Dataset records

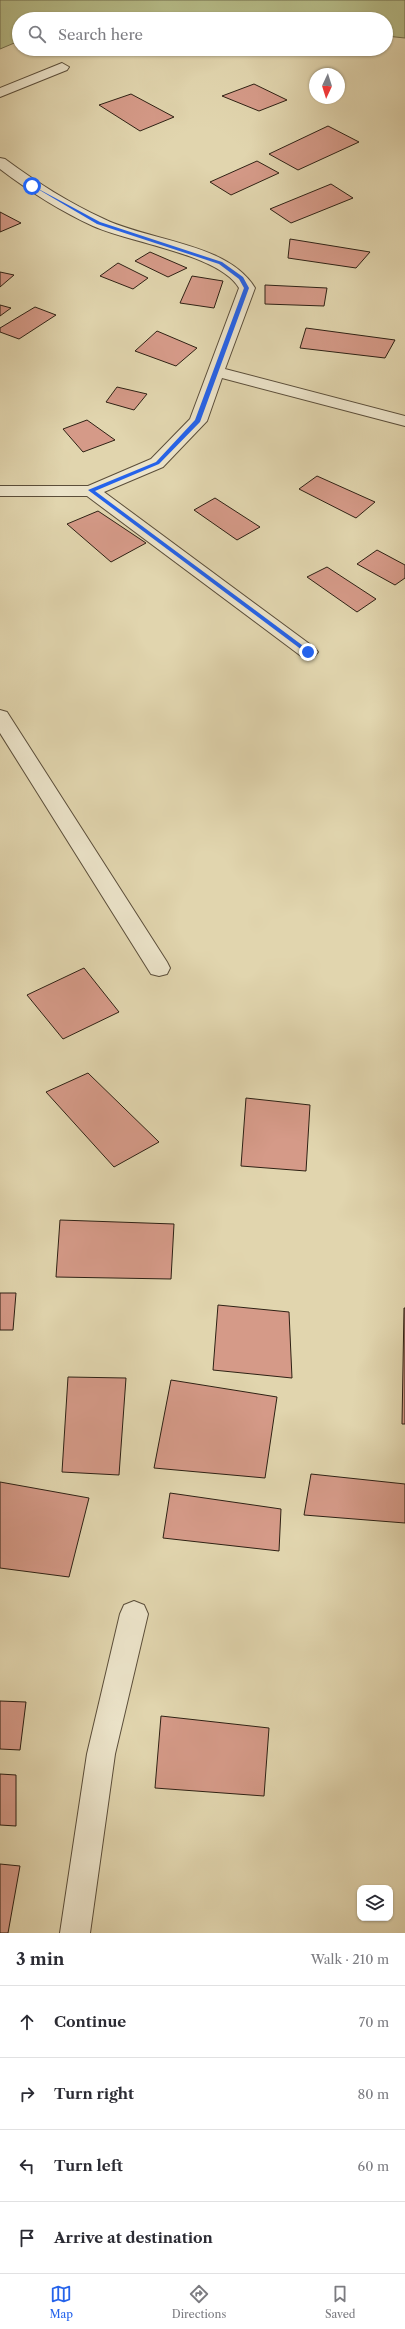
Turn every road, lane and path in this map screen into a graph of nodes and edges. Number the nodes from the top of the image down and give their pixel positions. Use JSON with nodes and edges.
{"nodes":[{"id":1,"x":62,"y":66,"type":"dead end"},
{"id":2,"x":0,"y":93,"type":"edge"},
{"id":3,"x":0,"y":162,"type":"edge"},
{"id":4,"x":217,"y":372,"type":"junction"},
{"id":5,"x":405,"y":421,"type":"edge"},
{"id":6,"x":91,"y":490,"type":"junction"},
{"id":7,"x":0,"y":491,"type":"edge"},
{"id":8,"x":308,"y":652,"type":"dead end"},
{"id":9,"x":0,"y":717,"type":"edge"},
{"id":10,"x":159,"y":968,"type":"dead end"},
{"id":11,"x":134,"y":1614,"type":"dead end"},
{"id":12,"x":76,"y":1933,"type":"edge"}],
"edges":[{"from":1,"to":2,"type":"street"},
{"from":3,"to":4,"type":"street"},
{"from":4,"to":5,"type":"street"},
{"from":4,"to":6,"type":"street"},
{"from":6,"to":7,"type":"street"},
{"from":6,"to":8,"type":"street"},
{"from":9,"to":10,"type":"street"},
{"from":11,"to":12,"type":"street"}]}
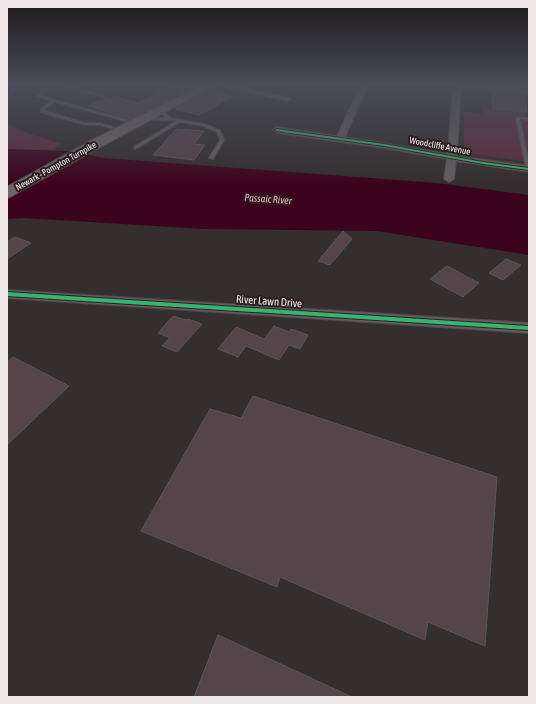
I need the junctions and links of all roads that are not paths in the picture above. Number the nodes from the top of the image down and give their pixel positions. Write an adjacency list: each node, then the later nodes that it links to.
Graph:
1 (61, 117): 11 (lane)
2 (128, 117): 9 (lane)
3 (149, 117): 9 (main road, Newark - Pompton Turnpike)
4 (168, 117): 7 (lane)
5 (350, 117): 13 (street)
6 (455, 117): 16 (street)
7 (170, 119): 9 (lane); 10 (lane)
8 (529, 119): 17 (lane)
9 (142, 120): 11 (main road, Newark - Pompton Turnpike)
10 (179, 121): 14 (lane); 15 (lane)
11 (122, 130): 19 (main road, Newark - Pompton Turnpike)
12 (277, 130): 13 (street, Woodcliffe Avenue)
13 (340, 139): 16 (street, Woodcliffe Avenue)
14 (135, 148)
15 (211, 158)
16 (452, 158): 17 (street, Woodcliffe Avenue); 18 (street)
17 (529, 169)
18 (449, 179)
19 (7, 193)
20 (7, 294): 21 (street, River Lawn Drive)
21 (529, 328)

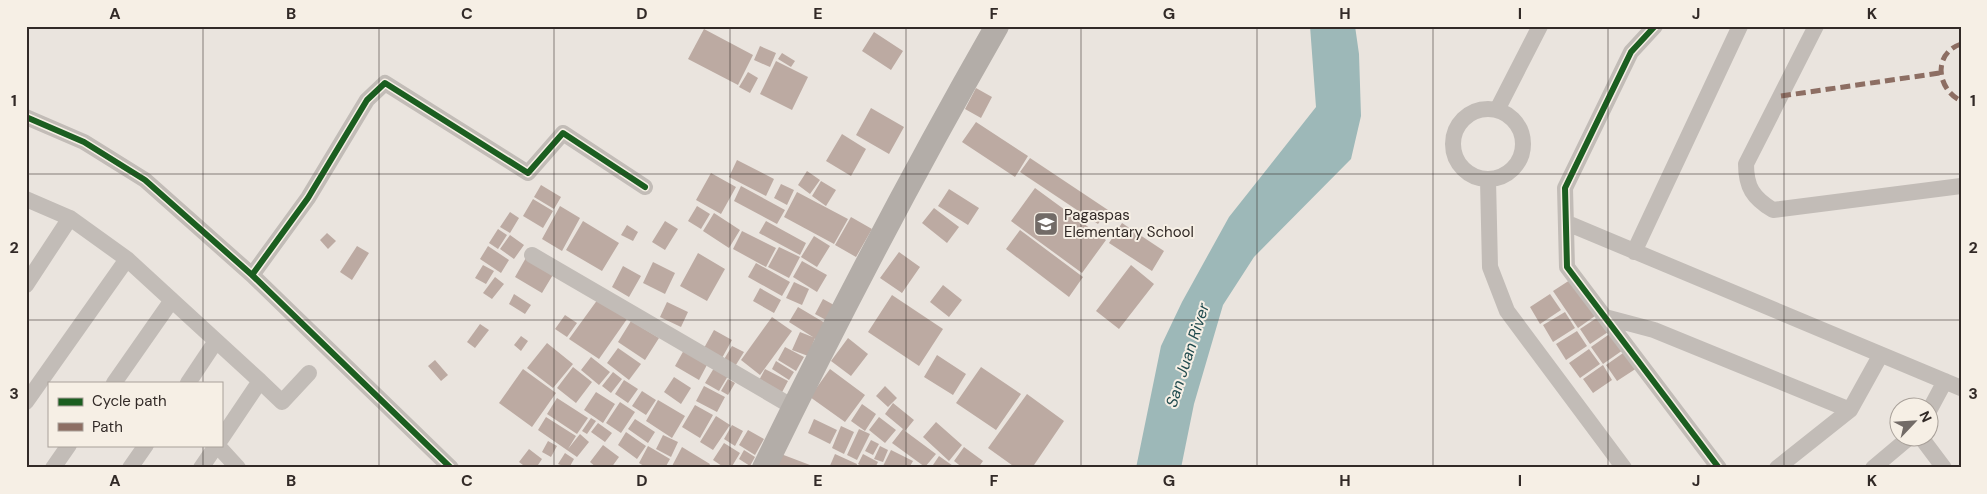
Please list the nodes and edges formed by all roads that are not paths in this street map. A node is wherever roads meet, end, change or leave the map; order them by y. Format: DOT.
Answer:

(Exercise instructions) Pictures omitted, give the entries again exactly.

(Result of the exercise)
Turn every road, lane and path in this map screen into a graph of nodes and edges. Number the nodes from the top of the image down and give their pixel positions. Use JSON with nodes and edges.
{"nodes":[{"id":1,"x":62,"y":66,"type":"dead end"},
{"id":2,"x":0,"y":93,"type":"edge"},
{"id":3,"x":0,"y":162,"type":"edge"},
{"id":4,"x":217,"y":372,"type":"junction"},
{"id":5,"x":405,"y":421,"type":"edge"},
{"id":6,"x":91,"y":490,"type":"junction"},
{"id":7,"x":0,"y":491,"type":"edge"},
{"id":8,"x":308,"y":652,"type":"dead end"},
{"id":9,"x":0,"y":717,"type":"edge"},
{"id":10,"x":159,"y":968,"type":"dead end"},
{"id":11,"x":134,"y":1614,"type":"dead end"},
{"id":12,"x":76,"y":1933,"type":"edge"}],
"edges":[{"from":1,"to":2,"type":"street"},
{"from":3,"to":4,"type":"street"},
{"from":4,"to":5,"type":"street"},
{"from":4,"to":6,"type":"street"},
{"from":6,"to":7,"type":"street"},
{"from":6,"to":8,"type":"street"},
{"from":9,"to":10,"type":"street"},
{"from":11,"to":12,"type":"street"}]}
I need the junctions and links of all roads that are not paths in the picture above. Number the nodes from the top of the image down and give their pixel positions. Write an adjacency list: each node, then the later nodes that it links to.
Graph:
1 (61, 117): 11 (lane)
2 (128, 117): 9 (lane)
3 (149, 117): 9 (main road, Newark - Pompton Turnpike)
4 (168, 117): 7 (lane)
5 (350, 117): 13 (street)
6 (455, 117): 16 (street)
7 (170, 119): 9 (lane); 10 (lane)
8 (529, 119): 17 (lane)
9 (142, 120): 11 (main road, Newark - Pompton Turnpike)
10 (179, 121): 14 (lane); 15 (lane)
11 (122, 130): 19 (main road, Newark - Pompton Turnpike)
12 (277, 130): 13 (street, Woodcliffe Avenue)
13 (340, 139): 16 (street, Woodcliffe Avenue)
14 (135, 148)
15 (211, 158)
16 (452, 158): 17 (street, Woodcliffe Avenue); 18 (street)
17 (529, 169)
18 (449, 179)
19 (7, 193)
20 (7, 294): 21 (street, River Lawn Drive)
21 (529, 328)

Please list the nodes and edges formed by all roads that are not paths in this street map. A node is wherever roads meet, end, change or leave the map; order them by y. Format: DOT.
Answer:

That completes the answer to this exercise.